>>

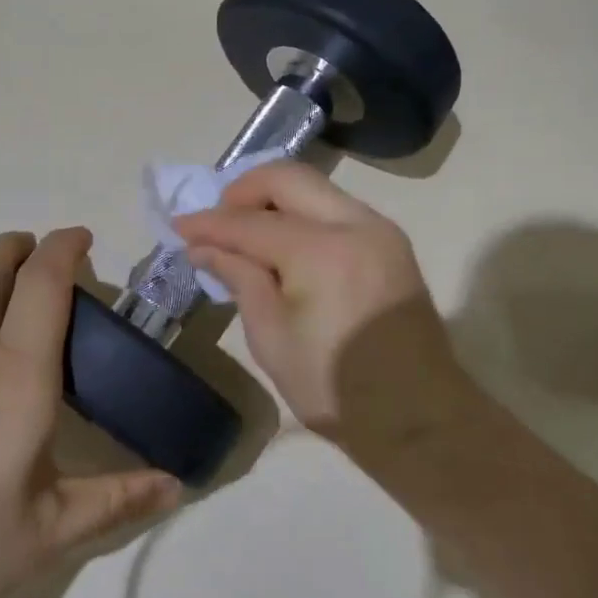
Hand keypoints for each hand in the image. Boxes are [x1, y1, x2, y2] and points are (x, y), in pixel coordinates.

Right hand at [175, 163, 471, 444]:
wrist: (419, 419)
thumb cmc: (335, 387)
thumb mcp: (272, 337)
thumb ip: (240, 278)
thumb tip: (203, 247)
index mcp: (322, 250)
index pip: (251, 223)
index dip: (210, 224)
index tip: (178, 226)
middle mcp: (355, 223)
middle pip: (287, 178)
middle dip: (243, 190)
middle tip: (216, 220)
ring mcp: (379, 229)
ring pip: (314, 187)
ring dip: (274, 199)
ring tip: (244, 231)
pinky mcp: (390, 242)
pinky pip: (335, 208)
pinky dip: (301, 213)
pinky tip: (282, 242)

<<

> [ASSIGNMENT] Reproduce the entries above exactly, without images.

> [ANSWER TO THIS EXERCISE]
Hand keypoints for each hand in the image. Boxes are [x1, y1, x2, y2] and points are (x, y), in pixel coordinates.

Right hand at [175, 163, 471, 444]:
wrist: (419, 419)
thumb cmc: (335, 387)
thumb mcp: (272, 337)
thumb ip: (240, 278)
thumb tip: (203, 247)
index mcp: (322, 250)
index pip: (251, 223)
index dip: (210, 224)
index tip: (178, 226)
middle mcp: (355, 223)
middle pip: (287, 178)
middle dip: (243, 190)
middle tip: (216, 220)
ring mcp: (379, 229)
ring pip: (314, 187)
ring dip: (274, 199)
ring tip: (244, 231)
pinky mcp: (390, 242)
pinky pip: (335, 208)
pinky dip: (301, 213)
pinky tip: (282, 242)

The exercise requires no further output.